Part 2

15 3 0
                                    

“Hauu!! Ayo sarapan!!!” Teriakan dari bawah membuat Haura turun seketika. Ia sudah cantik dengan abaya berwarna army. Sangat cocok dipadukan dengan kulitnya yang kuning langsat.

“kuliah pagi, Nduk?” Tanya ibu Haura dengan logat jawanya yang khas.

“Enggeh, Buk.” 

“Sampai jam berapa?” Kini ayahnya yang bertanya.

Haura yang tengah menata lauk di piringnya kini berhenti. Ia teringat percakapannya dengan Kamil tadi malam. Bahwa laki-laki itu akan datang kemari. Masalahnya, apakah keluarganya masih ingat dengan laki-laki itu? Sangat bahaya apabila ia tidak bercerita bahwa sahabat kecilnya akan kemari. Kamil sudah dewasa, dan sangat berbeda dengan Kamil yang masih kecil. Bisa-bisa laki-laki itu mendapat tatapan tajam dari keluarganya. Pasti mereka berpikir bahwa dirinya sudah memiliki pacar.

“Hau?!” Panggil kakaknya yang sedari tadi menyimak perbincangan mereka. 

“E-eh, iya?”

Nayla, Kakak Haura memutar bola matanya malas, “itu ditanyain Ayah loh, kamu nanti pulang jam berapa?” 

“O-oh iya, Ibu sama Ayah inget Bang Kamil sahabat Haura yang sekarang lagi di pondok?” Haura bertanya dengan hati-hati.

“Ingat lah, wong kalian dulu sering berantem. Tapi pas dia berangkat mondok dulu, kamu nangis. Kenapa emang, Nduk”

“Dia mau kesini, boleh gak?”

Nayla menyahut pertanyaan Haura dengan sedikit tertawa, “asli yaa, awas aja kalian jodoh. Kan bagus kalau ceritanya teman kecilku adalah jodohku.”

Mata Haura membelalak seketika, “Ngawur!! Kita itu sahabatan lama. Gak ada yaa!! Aku sama Bang Kamil tu udah kaya abang sama adek. Ya jangan sampai!!”

Nayla mengedikkan bahunya acuh. “Ngomong-ngomong, Hau. Kemarin Fah Nifa yang ngisi kajian di komunitasmu ya? Gimana acara majelisnya? Lancar?” 

“Ho.oh, beliau yang ngisi. Tau gak sih, Kak? Abis kajian kemarin, Fah Nifa tuh cerita banyak hal tentang Tarim. Mulai dari dia yang belajar sedikit-sedikit bahasa Arab sana, terus juga dia yang harus beradaptasi dengan suhu disana, banyak deh. Tapi yang paling bikin aku iri, kita tuh bisa belajar banyak hal disana. Dari ucapan maupun tingkah laku,” celoteh Haura.

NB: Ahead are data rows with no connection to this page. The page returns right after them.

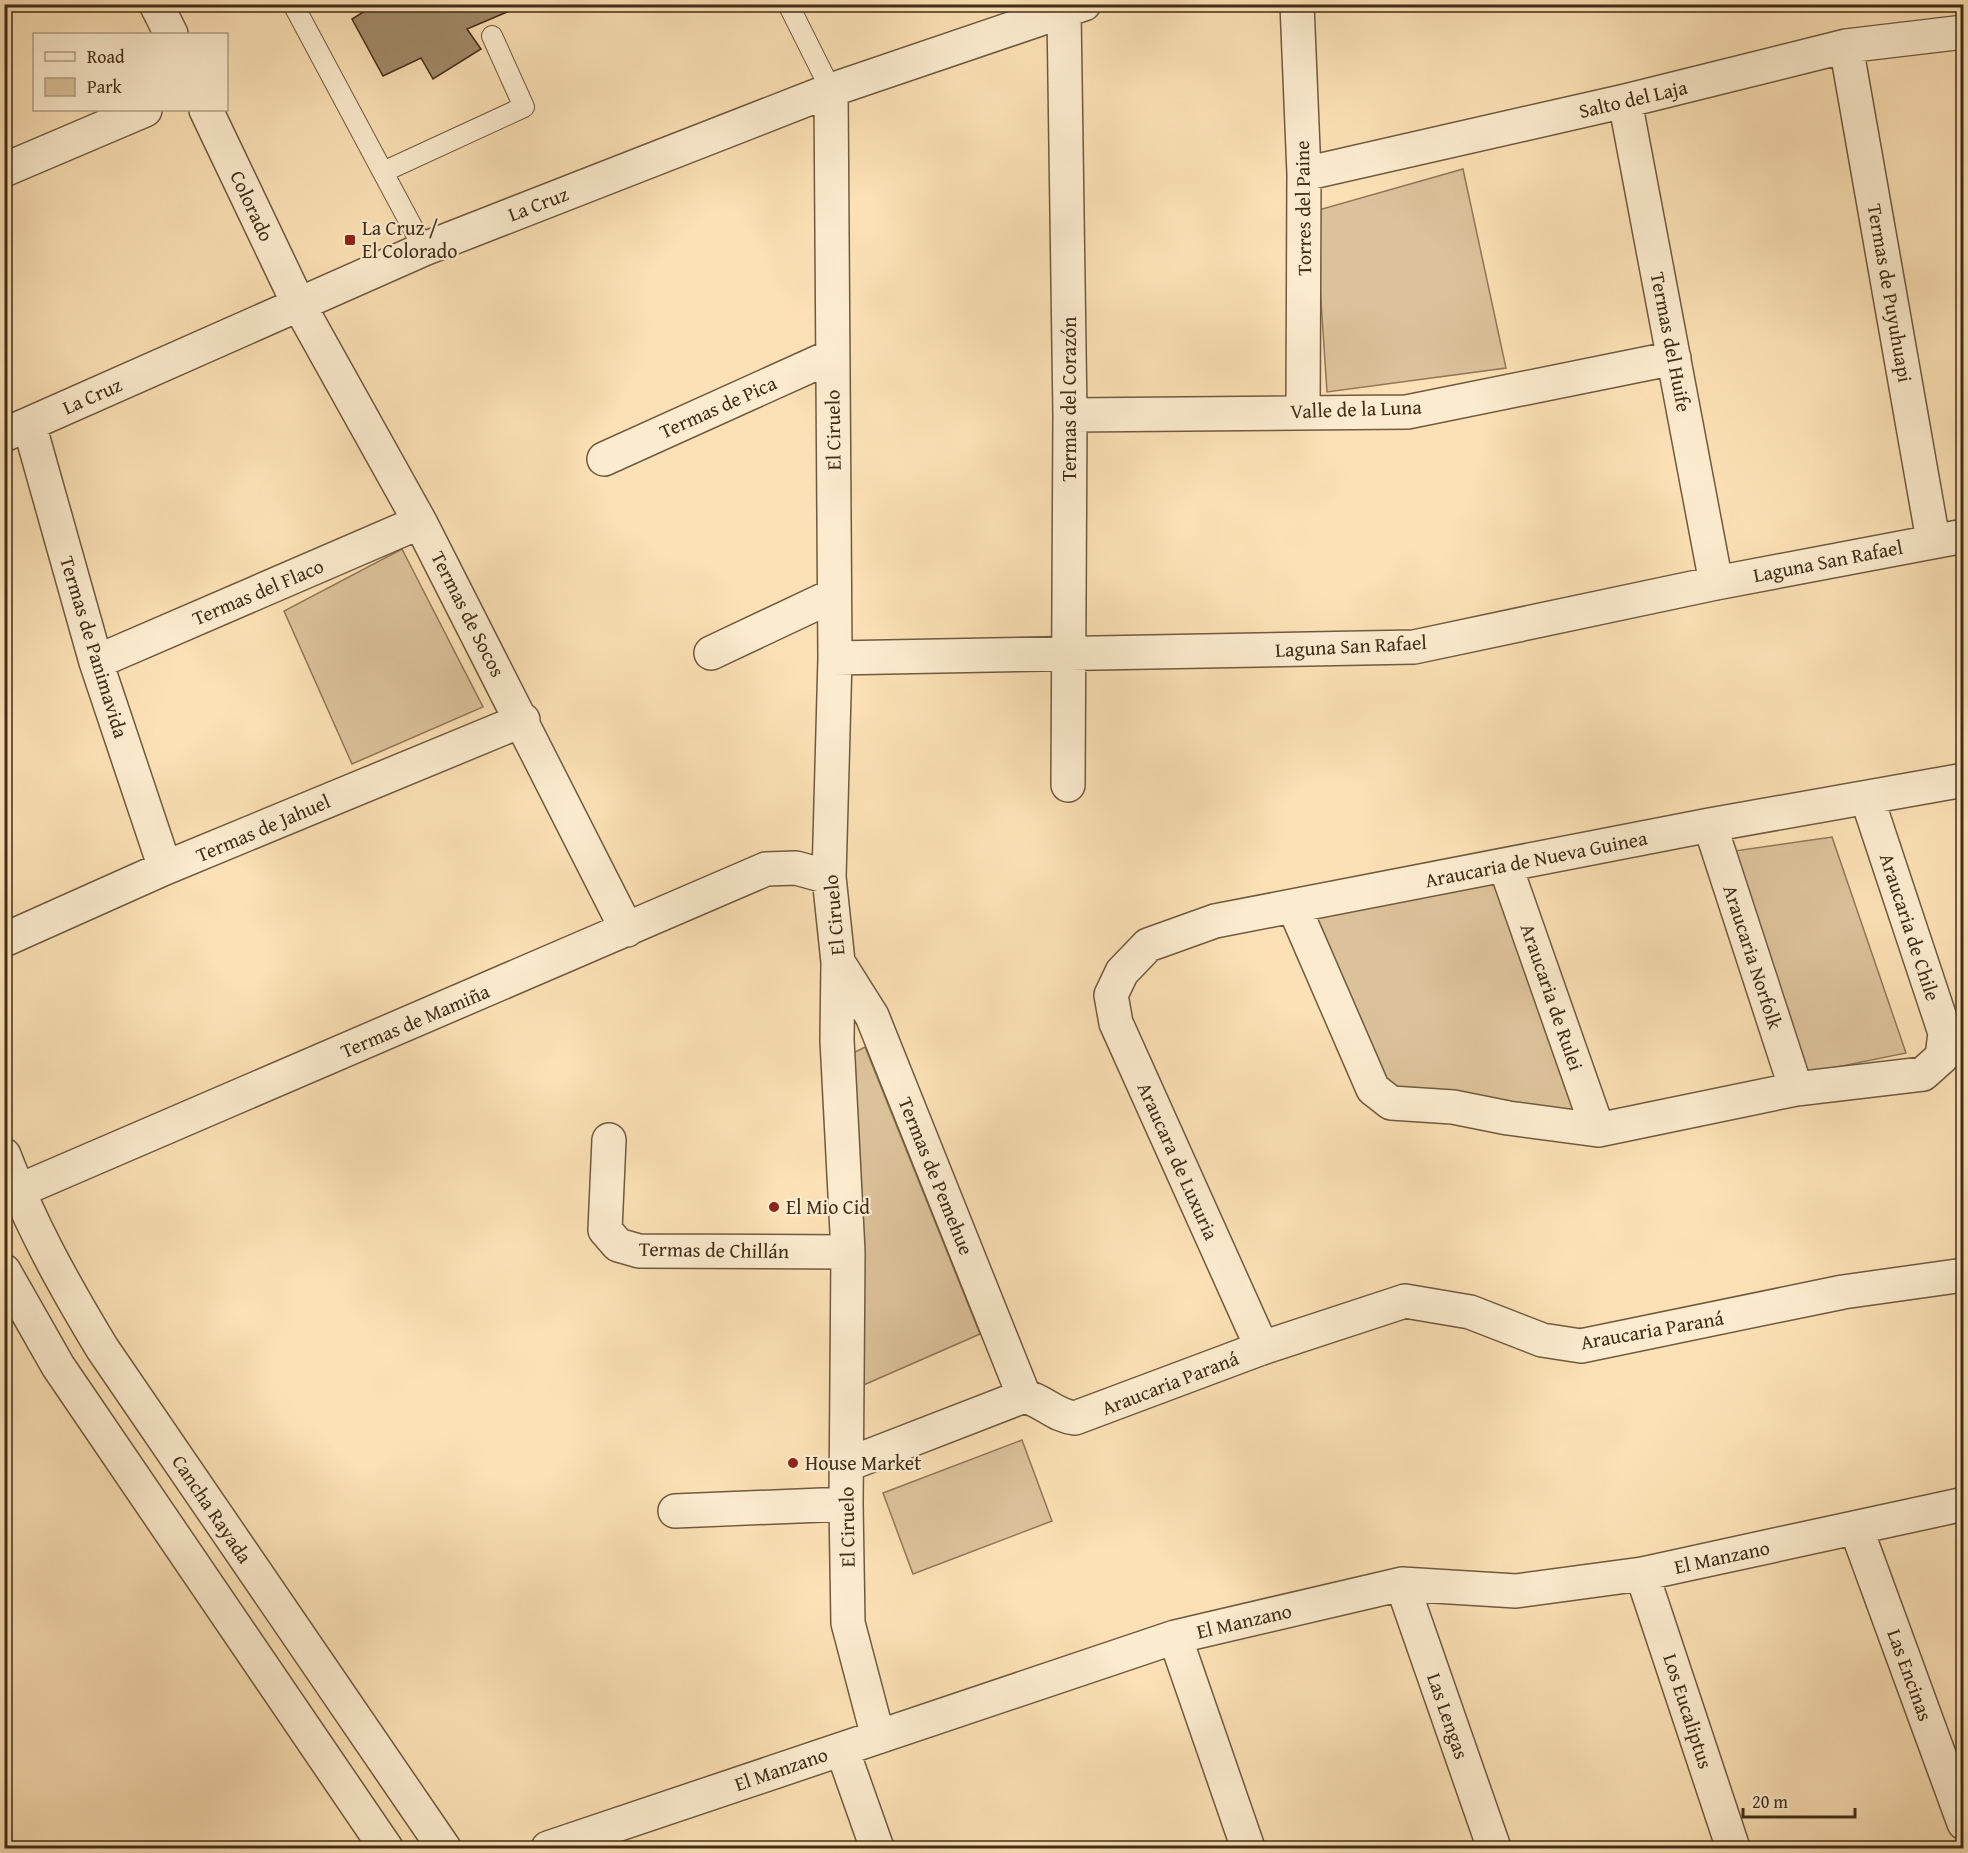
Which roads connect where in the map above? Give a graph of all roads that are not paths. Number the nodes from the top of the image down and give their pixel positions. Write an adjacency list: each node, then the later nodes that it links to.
1 (156, 4): 7 (street)
2 (293, 4): 15 (lane)
3 (788, 4): 10 (lane)
4 (1297, 4): 16 (street, Torres del Paine)
5 (1074, 8): 10 (street, La Cruz); 22 (street, Termas del Corazón)
6 (1964, 32): 9 (street, Salto del Laja)
7 (170, 33)
8 (492, 36): 15 (lane)
9 (1846, 46): 11 (street, Salto del Laja); 26 (street, Termas de Puyuhuapi)
10 (831, 90): 17 (street, La Cruz); 19 (street, El Ciruelo)
11 (1625, 101): 16 (street, Salto del Laja); 20 (street, Termas del Huife)
12 (143, 111): 14 (street)
13 (206, 111): 18 (street, Colorado)
14 (4, 170)
15 (383, 172): 17 (lane)
16 (1304, 174): 21 (street, Torres del Paine)
17 (424, 249): 18 (street, La Cruz)
18 (298, 303): 23 (street, La Cruz); 25 (street, Termas de Socos)
19 (832, 356): 24 (street, Termas de Pica); 28 (street, El Ciruelo)
20 (1674, 358): 21 (street, Valle de la Luna); 27 (street, Termas del Huife)
21 (1303, 412): 22 (street, Valle de la Luna)
22 (1070, 415): 30 (street, Termas del Corazón)
23 (17, 430): 32 (street, Termas de Panimavida)
24 (604, 459)
25 (420, 522): 32 (street, Termas del Flaco); 33 (street, Termas de Socos)
26 (1948, 538): 27 (street, Laguna San Rafael)
27 (1716, 583): 30 (street, Laguna San Rafael)
28 (834, 595): 29 (street); 31 (street, El Ciruelo)
29 (711, 653)
30 (1067, 654): 31 (street, Laguna San Rafael); 35 (street, Termas del Corazón)
31 (835, 658): 40 (street, El Ciruelo)
32 (96, 662): 39 (street, Termas de Panimavida)
33 (523, 720): 39 (street, Termas de Jahuel); 42 (street, Termas de Socos)
34 (1964, 780): 36 (street, Araucaria de Nueva Guinea)
35 (1068, 785)
36 (1867, 798): 37 (street, Araucaria de Nueva Guinea); 46 (street, Araucaria de Chile)
37 (1710, 825): 38 (street, Araucaria de Nueva Guinea); 46 (street, Araucaria Norfolk)
38 (1505, 864): 41 (street, Araucaria de Nueva Guinea); 47 (street, Araucaria de Rulei)
39 (165, 868): 43 (street, Termas de Jahuel)
40 (829, 877): 42 (street, Termas de Mamiña); 44 (street, El Ciruelo)
41 (1294, 907): 45 (street, Araucaria de Nueva Guinea); 47 (street)
42 (627, 930): 50 (street, Termas de Mamiña)
43 (4, 940)
44 (838, 962): 51 (street, El Ciruelo); 55 (street, Termas de Pemehue)
45 (1122, 972): 54 (street, Araucara de Luxuria)
46 (1796, 1089): 47 (street)
47 (1599, 1130)
48 (609, 1140): 51 (street, Termas de Chillán)
49 (4, 1155): 50 (street, Cancha Rayada)
50 (11, 1194): 69 (street, Cancha Rayada)
51 (848, 1252): 56 (street, El Ciruelo)
52 (4, 1271): 68 (street)
53 (1964, 1275): 54 (street, Araucaria Paraná)
54 (1262, 1348): 55 (street, Araucaria Paraná)
55 (1024, 1396): 56 (street)
56 (846, 1465): 57 (street, El Ciruelo)
57 (846, 1504): 59 (street); 64 (street, El Ciruelo)
58 (1964, 1504): 60 (street, El Manzano)
59 (675, 1511)
60 (1856, 1528): 61 (street, El Manzano); 66 (street, Las Encinas)
61 (1642, 1574): 62 (street, El Manzano); 74 (street, Los Eucaliptus)
62 (1402, 1584): 63 (street, El Manzano); 73 (street, Las Lengas)
63 (1175, 1637): 64 (street, El Manzano); 72 (street)
64 (878, 1737): 65 (street, El Manzano)
65 (842, 1749): 67 (street, El Manzano); 71 (street)
66 (1964, 1823)
67 (617, 1838): 70 (street, El Manzano)
68 (386, 1848)
69 (444, 1848)
70 (548, 1848)
71 (877, 1848)
72 (1248, 1848)
73 (1494, 1848)
74 (1733, 1848)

“Yaa seperti yang pernah dikatakan Habib Abdurrahman Assegaf. Tarim adalah guru bagi yang tak memiliki guru,” sahut Ayah.

“Pengen deh, ngerasain tinggal di Tarim,” gumam Haura.

“Ya sana, belajar bahasa Arab dulu! Fah Nifa aja yang pinter banget bahasa arabnya masih perlu belajar lagi, apalagi kamu yang jurumiyahnya gak kelar-kelar!” Ledek sang Kakak. Lagi-lagi Nayla meledek Haura.

“Ya gimana ya, Kak. Susah tau menurutku,” curhatnya.

“Tau gak? Yang gak susah apa?” Nayla memberikan pertanyaan kepada adiknya Haura.

“Apa?” Jawab Haura malas.

“Zuad sama orang sana,” jawabnya sambil tertawa puas meledek adiknya. Sedangkan Haura menatap Nayla lebih malas.

“Udah ah, masih kuliah juga. Jangan bahas nikah dulu!” Tegur Ibu mereka.

“Iya, selesaiin kuliahmu dulu, Nduk!” Imbuh Ayahnya.

“Nggih, Yah.”

“Tadi Ayah tanya kamu pulang jam berapa belum kamu jawah,” lanjut Ayahnya mengingatkan.

“Oh iya, maaf Ayah. Haura nanti pulang jam setengah sepuluh.”

Nayla Azizah yang kerap disapa Nayla. Perempuan berusia 27 tahun yang kini telah menyandang status sebagai istri orang. Suaminya kini berada di luar kota menjadi manager di salah satu perusahaan ternama. Setiap satu bulan sekali, suami Nayla kembali ke Kota Jember untuk menjenguk istrinya. Mengapa Nayla tidak ikut suaminya saja? Disini Nayla memiliki toko kue yang dirintisnya sejak kuliah. Toko kue yang cukup besar, sehingga ia tidak dapat meninggalkan usaha yang ia kelola itu.